Hundreds of Free Dance Events in SF, East Bay, North Bay, South Bay

Dancers’ Group is pleased to announce the 15th anniversary of Bay Area Dance Week (BADW), April 26-May 5, 2013. As dance continues to enjoy increased popularity around the nation, BADW is anticipating another action-packed festival – with over 600 free events in San Francisco, the East Bay, North Bay and South Bay.

Each year hundreds of dance organizations throw open their doors and invite the community in to try something new. BADW draws thousands of people to its free events – individuals ranging from dance aficionados to those who have never taken a dance class or attended a dance performance. Last year over 24,000 people participated in free classes, performances, open rehearsals, lecture demonstrations, and a host of other dance activities throughout the Bay Area.

This year’s festival kicks off on Friday, April 26 at 12noon with One Dance led by the Rhythm & Motion Dance Workout Program, at Union Square. One Dance is a hit year after year and features dance groups, families, professional companies and students from public and private schools, from a wide array of dance styles – all coming together to perform moves from a short dance posted online at www.bayareadance.org. Downtown visitors, shoppers, office workers, dancers and non-dancers are invited to participate in the final dance. Also that day Dancers’ Group presents the annual Dancers Choice Award. Now in its sixth year, the Dancers Choice Award celebrates individuals and organizations that are finding effective and creative models that impact dance. Recipients are nominated by the community – previous award winners include Della Davidson and Ernesto Sopprani (2012), Antoine Hunter (2011), AXIS Dance Company (2010), Alleluia Panis (2009) and Jessica Robinson Love (2008).

In addition to the Dancers’ Choice Award this year BADW introduces the Della Davidson Prize, a new award created in honor of the life and work of choreographer and teacher Della Davidson, who passed away in 2012. An annual prize of at least $1,500 will be awarded to an innovative choreographer dance-maker producing work in the spirit of Della Davidson.

Throughout the 10-day festival the public can pick up a free event guide or visit www.bayareadance.org to learn about the hundreds of free dance events presented throughout the Bay Area.

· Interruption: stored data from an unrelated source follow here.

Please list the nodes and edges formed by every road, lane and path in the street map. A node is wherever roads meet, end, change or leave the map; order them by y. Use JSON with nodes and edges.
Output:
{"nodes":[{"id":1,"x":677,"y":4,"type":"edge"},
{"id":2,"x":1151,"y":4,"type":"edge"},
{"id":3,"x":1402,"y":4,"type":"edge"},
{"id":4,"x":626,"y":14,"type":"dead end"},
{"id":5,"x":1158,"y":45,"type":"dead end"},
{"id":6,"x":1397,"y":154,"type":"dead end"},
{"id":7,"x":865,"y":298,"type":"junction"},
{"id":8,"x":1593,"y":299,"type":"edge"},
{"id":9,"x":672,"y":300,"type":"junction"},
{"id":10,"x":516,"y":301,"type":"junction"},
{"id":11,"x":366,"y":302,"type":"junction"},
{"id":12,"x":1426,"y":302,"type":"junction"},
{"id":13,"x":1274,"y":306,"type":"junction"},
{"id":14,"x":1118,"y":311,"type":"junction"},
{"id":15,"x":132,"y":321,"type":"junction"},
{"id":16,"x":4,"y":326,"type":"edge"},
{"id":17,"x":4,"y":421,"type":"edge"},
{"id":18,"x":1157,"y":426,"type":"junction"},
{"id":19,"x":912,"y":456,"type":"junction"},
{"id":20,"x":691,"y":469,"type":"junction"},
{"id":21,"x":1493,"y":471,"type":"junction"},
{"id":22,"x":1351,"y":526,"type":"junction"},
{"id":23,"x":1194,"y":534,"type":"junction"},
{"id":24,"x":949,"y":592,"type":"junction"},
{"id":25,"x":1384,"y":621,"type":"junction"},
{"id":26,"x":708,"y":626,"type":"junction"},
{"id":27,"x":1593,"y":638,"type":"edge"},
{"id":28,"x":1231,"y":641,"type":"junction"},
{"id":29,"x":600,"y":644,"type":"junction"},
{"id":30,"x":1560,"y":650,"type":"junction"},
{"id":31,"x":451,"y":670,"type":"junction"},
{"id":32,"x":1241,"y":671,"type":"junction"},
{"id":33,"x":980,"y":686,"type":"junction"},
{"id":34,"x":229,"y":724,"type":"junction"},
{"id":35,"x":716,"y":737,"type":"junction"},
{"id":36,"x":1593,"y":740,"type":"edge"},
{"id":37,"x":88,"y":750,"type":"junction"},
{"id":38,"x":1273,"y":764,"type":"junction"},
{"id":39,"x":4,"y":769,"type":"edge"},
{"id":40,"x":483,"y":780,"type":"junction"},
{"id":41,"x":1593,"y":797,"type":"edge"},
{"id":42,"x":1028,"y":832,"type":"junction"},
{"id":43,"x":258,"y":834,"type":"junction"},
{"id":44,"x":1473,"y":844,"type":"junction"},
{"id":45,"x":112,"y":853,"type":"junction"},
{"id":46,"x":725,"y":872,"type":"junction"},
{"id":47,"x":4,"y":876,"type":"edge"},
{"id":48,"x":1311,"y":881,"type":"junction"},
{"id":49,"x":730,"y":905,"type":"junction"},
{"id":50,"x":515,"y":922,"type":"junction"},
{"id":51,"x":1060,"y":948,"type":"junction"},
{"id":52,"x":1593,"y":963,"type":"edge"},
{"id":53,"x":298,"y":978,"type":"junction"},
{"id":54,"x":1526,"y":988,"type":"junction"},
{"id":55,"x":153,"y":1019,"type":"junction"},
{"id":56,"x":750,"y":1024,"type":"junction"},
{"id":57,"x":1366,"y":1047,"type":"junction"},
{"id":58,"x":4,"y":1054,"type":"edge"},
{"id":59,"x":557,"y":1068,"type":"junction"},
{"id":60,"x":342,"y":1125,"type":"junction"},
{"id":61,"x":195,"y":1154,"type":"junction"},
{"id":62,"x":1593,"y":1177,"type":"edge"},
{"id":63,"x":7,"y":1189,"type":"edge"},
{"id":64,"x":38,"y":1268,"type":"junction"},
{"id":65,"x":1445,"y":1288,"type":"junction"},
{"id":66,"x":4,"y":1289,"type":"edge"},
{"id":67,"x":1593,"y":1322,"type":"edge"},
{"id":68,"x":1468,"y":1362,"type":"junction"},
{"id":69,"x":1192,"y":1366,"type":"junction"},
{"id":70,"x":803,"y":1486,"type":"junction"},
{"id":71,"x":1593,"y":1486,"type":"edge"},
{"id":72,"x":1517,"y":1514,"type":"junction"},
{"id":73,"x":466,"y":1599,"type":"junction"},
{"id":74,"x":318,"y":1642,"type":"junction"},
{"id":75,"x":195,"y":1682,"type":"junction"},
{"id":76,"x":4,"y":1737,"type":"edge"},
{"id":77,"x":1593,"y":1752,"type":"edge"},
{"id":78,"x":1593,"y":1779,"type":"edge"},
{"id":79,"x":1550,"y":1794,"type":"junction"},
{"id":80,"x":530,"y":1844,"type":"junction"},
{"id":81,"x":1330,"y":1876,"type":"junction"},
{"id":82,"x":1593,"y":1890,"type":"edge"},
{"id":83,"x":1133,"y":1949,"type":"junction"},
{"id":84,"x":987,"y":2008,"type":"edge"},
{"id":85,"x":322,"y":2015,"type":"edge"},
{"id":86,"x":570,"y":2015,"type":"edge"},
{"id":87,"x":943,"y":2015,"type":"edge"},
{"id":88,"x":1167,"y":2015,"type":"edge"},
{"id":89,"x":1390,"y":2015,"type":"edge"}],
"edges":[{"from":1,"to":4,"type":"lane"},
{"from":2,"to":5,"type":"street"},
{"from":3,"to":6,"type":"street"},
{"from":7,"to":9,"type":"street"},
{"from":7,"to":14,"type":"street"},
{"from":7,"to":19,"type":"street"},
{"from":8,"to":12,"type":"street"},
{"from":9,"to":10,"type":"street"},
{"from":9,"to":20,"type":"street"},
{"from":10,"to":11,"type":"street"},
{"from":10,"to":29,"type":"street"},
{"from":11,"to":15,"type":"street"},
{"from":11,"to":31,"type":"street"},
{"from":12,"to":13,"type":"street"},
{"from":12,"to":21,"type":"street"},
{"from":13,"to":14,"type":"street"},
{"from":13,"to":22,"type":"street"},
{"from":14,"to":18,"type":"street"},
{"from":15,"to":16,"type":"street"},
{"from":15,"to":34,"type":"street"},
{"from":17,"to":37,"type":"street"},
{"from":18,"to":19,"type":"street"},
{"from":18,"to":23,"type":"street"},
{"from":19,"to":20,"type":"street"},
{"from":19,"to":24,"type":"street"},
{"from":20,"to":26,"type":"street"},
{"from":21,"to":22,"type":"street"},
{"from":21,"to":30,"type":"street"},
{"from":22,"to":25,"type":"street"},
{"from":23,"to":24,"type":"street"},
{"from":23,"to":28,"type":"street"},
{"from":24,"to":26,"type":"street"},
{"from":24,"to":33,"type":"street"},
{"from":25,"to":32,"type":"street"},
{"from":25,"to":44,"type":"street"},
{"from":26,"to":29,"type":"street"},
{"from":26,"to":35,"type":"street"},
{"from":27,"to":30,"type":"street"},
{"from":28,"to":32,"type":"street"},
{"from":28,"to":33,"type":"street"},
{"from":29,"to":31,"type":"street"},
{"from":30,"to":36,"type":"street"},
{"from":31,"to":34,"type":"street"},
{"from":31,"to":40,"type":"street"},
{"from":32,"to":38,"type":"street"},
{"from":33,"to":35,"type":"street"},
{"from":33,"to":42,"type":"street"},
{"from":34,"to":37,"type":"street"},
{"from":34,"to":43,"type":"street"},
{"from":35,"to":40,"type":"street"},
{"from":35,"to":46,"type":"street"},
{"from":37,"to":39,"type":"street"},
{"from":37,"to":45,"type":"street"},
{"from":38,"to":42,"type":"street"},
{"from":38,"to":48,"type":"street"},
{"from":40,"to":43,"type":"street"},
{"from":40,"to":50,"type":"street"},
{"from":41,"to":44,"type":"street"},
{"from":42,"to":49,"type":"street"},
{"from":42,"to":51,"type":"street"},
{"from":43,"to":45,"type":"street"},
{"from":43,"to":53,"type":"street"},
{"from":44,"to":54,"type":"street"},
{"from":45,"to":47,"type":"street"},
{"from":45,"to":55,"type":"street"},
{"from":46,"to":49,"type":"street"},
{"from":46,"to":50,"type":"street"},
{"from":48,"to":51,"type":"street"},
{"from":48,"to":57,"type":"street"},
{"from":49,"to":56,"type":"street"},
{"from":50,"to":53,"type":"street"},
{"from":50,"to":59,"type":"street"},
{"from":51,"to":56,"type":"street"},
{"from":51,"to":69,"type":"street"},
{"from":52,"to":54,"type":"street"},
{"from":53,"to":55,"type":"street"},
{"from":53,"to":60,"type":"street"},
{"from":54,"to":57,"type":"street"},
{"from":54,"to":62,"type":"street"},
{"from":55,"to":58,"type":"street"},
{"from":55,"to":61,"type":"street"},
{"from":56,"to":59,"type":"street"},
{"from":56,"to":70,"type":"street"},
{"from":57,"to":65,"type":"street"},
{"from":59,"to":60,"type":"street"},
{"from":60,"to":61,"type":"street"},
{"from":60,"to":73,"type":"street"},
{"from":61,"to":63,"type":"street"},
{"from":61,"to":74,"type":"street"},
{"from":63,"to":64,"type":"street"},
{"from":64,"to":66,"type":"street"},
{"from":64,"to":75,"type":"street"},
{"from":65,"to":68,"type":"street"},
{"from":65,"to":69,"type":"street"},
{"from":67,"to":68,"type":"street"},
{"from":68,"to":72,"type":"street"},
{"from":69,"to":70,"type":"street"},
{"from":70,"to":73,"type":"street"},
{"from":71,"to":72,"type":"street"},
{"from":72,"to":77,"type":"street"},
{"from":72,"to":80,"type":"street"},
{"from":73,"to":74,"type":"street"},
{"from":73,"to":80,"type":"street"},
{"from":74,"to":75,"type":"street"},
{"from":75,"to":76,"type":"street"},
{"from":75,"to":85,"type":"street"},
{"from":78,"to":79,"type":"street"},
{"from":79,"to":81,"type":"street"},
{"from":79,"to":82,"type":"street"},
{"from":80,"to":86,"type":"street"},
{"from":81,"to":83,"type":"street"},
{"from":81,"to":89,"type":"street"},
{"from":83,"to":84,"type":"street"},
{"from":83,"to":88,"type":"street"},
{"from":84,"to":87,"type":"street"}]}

Once again this year all genres of dance will be represented – including Argentine tango, classical Indian, jazz, hip hop, ballet, traditional hula, fire dance, Samba, modern, Chinese classical, belly dance, capoeira, aerial dance, West African, and contact improvisation, among many others.

BADW culminates with Anna Halprin’s Planetary Dance on Sunday, May 5, at 2pm at Yerba Buena Gardens and presented in partnership with the Yerba Buena Gardens Festival. Postmodern dance and performance pioneer Anna Halprin has been hosting this participatory dance for peace and healing on Mount Tamalpais in Marin County for more than 30 years. This is the second year Halprin brings this powerful work to be performed as part of BADW in the urban setting of downtown San Francisco.

The History of Bay Area Dance Week
National Dance Week was founded in 1981 to increase awareness of dance and its contributions to our culture. The first Bay Area Dance Week (BADW) festival grew out of a public dialogue in 1998, when dance artists, administrators, and organizations came together to explore how best to spotlight Bay Area dance during National Dance Week. The festival that emerged took a national initiative and imbued it with the innovative and inclusive spirit of the Bay Area. As the largest per capita center for dance in the US, the Bay Area’s festivities have been the most extensive and best attended celebrations in the country since BADW’s inception. Each year, over 200 dance organizations and artists present events during Bay Area Dance Week, involving more than 2,500 artists and 24,000 attendees. Dancers’ Group presents the annual event.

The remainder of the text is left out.